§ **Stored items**
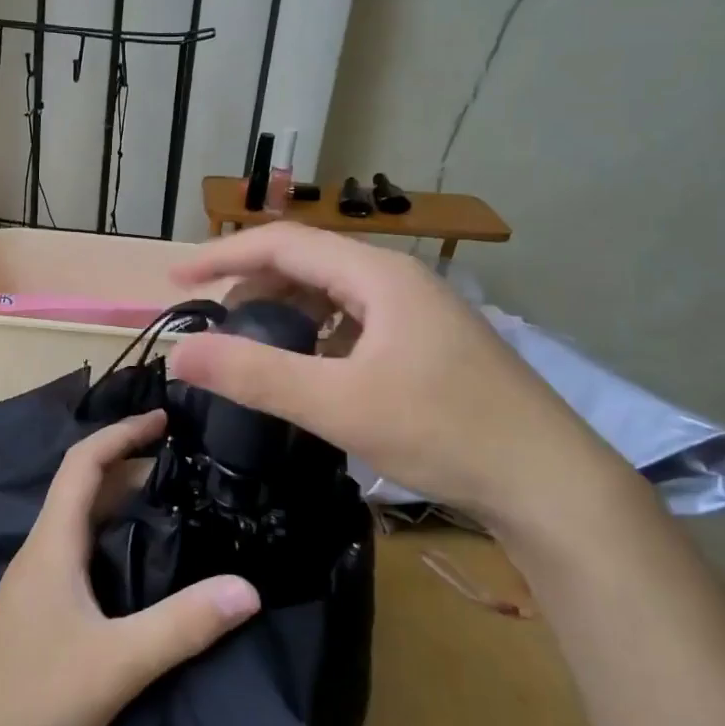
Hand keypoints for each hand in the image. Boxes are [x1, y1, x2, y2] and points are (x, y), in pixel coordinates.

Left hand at [0, 410, 261, 725]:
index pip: (83, 463)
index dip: (121, 433)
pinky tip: (138, 565)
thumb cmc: (34, 698)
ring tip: (171, 502)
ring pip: (80, 521)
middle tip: (183, 464)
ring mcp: (34, 581)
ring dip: (119, 501)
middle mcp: (41, 550)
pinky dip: (111, 537)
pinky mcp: (36, 610)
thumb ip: (182, 625)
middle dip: (129, 464)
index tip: (163, 420)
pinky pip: (77, 551)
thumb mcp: (118, 662)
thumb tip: (248, 589)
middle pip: (83, 487)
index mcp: (53, 543)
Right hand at [166, 224, 639, 539]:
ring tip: (253, 348)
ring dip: (286, 313)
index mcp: (378, 276)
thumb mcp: (338, 403)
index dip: (223, 256)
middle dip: (253, 288)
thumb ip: (254, 375)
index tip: (176, 279)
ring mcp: (420, 313)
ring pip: (334, 296)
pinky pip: (357, 323)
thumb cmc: (443, 431)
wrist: (548, 482)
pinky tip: (311, 371)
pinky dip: (319, 336)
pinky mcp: (430, 345)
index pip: (284, 244)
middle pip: (309, 265)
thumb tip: (178, 353)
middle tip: (214, 326)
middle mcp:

§ **Task to carry out**
For the word "pinky", find all matching lines in the entries above and copy them out.

§ **Your solution**
pinky tip: (138, 565)
pinky dip: (111, 537)
pinky mcp: (36, 610)
pinky pip: (77, 551)
pinky pip: (357, 323)
pinky tip: (311, 371)
pinky dip: (319, 336)
pinky mcp: (430, 345)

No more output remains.